# What to produce:
Return all of the lines below exactly as they are.

# Provided material:

'''

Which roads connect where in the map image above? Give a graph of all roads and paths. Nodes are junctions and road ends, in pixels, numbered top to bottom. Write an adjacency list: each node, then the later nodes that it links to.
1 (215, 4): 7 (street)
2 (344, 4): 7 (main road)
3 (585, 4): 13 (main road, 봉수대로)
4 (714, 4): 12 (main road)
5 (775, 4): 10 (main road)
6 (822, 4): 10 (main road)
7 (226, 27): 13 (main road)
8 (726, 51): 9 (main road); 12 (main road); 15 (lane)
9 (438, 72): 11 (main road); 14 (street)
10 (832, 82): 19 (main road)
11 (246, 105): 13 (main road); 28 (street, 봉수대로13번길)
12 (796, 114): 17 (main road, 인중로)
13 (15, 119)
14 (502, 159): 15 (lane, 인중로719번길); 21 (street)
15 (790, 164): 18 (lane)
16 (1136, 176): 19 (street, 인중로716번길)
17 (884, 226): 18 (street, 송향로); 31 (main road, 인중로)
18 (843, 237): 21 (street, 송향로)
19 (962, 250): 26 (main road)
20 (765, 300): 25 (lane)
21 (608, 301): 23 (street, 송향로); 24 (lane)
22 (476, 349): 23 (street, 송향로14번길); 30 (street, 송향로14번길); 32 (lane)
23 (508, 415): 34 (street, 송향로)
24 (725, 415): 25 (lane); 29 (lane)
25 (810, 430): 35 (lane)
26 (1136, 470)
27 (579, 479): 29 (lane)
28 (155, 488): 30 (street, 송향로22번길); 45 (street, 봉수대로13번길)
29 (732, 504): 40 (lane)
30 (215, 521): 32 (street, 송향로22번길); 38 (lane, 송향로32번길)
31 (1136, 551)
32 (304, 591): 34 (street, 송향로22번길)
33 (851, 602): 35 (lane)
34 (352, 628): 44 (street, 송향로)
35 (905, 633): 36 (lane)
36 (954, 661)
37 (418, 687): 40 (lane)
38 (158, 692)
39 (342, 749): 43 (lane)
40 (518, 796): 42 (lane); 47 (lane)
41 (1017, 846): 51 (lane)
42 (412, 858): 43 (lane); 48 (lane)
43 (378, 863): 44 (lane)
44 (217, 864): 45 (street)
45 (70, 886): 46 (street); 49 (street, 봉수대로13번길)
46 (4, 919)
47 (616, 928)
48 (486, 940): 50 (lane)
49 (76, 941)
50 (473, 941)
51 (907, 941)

'''

# Final answer:
Which roads connect where in the map image above? Give a graph of all roads and paths. Nodes are junctions and road ends, in pixels, numbered top to bottom. Write an adjacency list: each node, then the later nodes that it links to.
1 (215, 4): 7 (street)
2 (344, 4): 7 (main road)
3 (585, 4): 13 (main road, 봉수대로)
4 (714, 4): 12 (main road)
5 (775, 4): 10 (main road)
6 (822, 4): 10 (main road)
7 (226, 27): 13 (main road)
8 (726, 51): 9 (main road); 12 (main road); 15 (lane)
9 (438, 72): 11 (main road); 14 (street)
10 (832, 82): 19 (main road)
11 (246, 105): 13 (main road); 28 (street, 봉수대로13번길)
12 (796, 114): 17 (main road, 인중로)
13 (15, 119)
14 (502, 159): 15 (lane, 인중로719번길); 21 (street)
15 (790, 164): 18 (lane)
16 (1136, 176): 19 (street, 인중로716번길)
17 (884, 226): 18 (street, 송향로); 31 (main road, 인중로)
18 (843, 237): 21 (street, 송향로)
19 (962, 250): 26 (main road)
20 (765, 300): 25 (lane)
21 (608, 301): 23 (street, 송향로); 24 (lane)
22 (476, 349): 23 (street, 송향로14번길); 30 (street, 송향로14번길); 32 (lane)
23 (508, 415): 34 (street, 송향로)
24 (725, 415): 25 (lane); 29 (lane)
25 (810, 430): 35 (lane)
26 (1136, 470)
27 (579, 479): 29 (lane)
28 (155, 488): 30 (street, 송향로22번길); 45 (street, 봉수대로13번길)
29 (732, 504): 40 (lane)
30 (215, 521): 32 (street, 송향로22번길); 38 (lane, 송향로32번길)
31 (1136, 551)
32 (304, 591): 34 (street, 송향로22번길)
33 (851, 602): 35 (lane)
34 (352, 628): 44 (street, 송향로)
35 (905, 633): 36 (lane)
36 (954, 661)
37 (418, 687): 40 (lane)
38 (158, 692)
39 (342, 749): 43 (lane)
40 (518, 796): 42 (lane); 47 (lane)
41 (1017, 846): 51 (lane)
42 (412, 858): 43 (lane); 48 (lane)
43 (378, 863): 44 (lane)
44 (217, 864): 45 (street)
45 (70, 886): 46 (street); 49 (street, 봉수대로13번길)
46 (4, 919)
47 (616, 928)
48 (486, 940): 50 (lane)
49 (76, 941)
50 (473, 941)
51 (907, 941)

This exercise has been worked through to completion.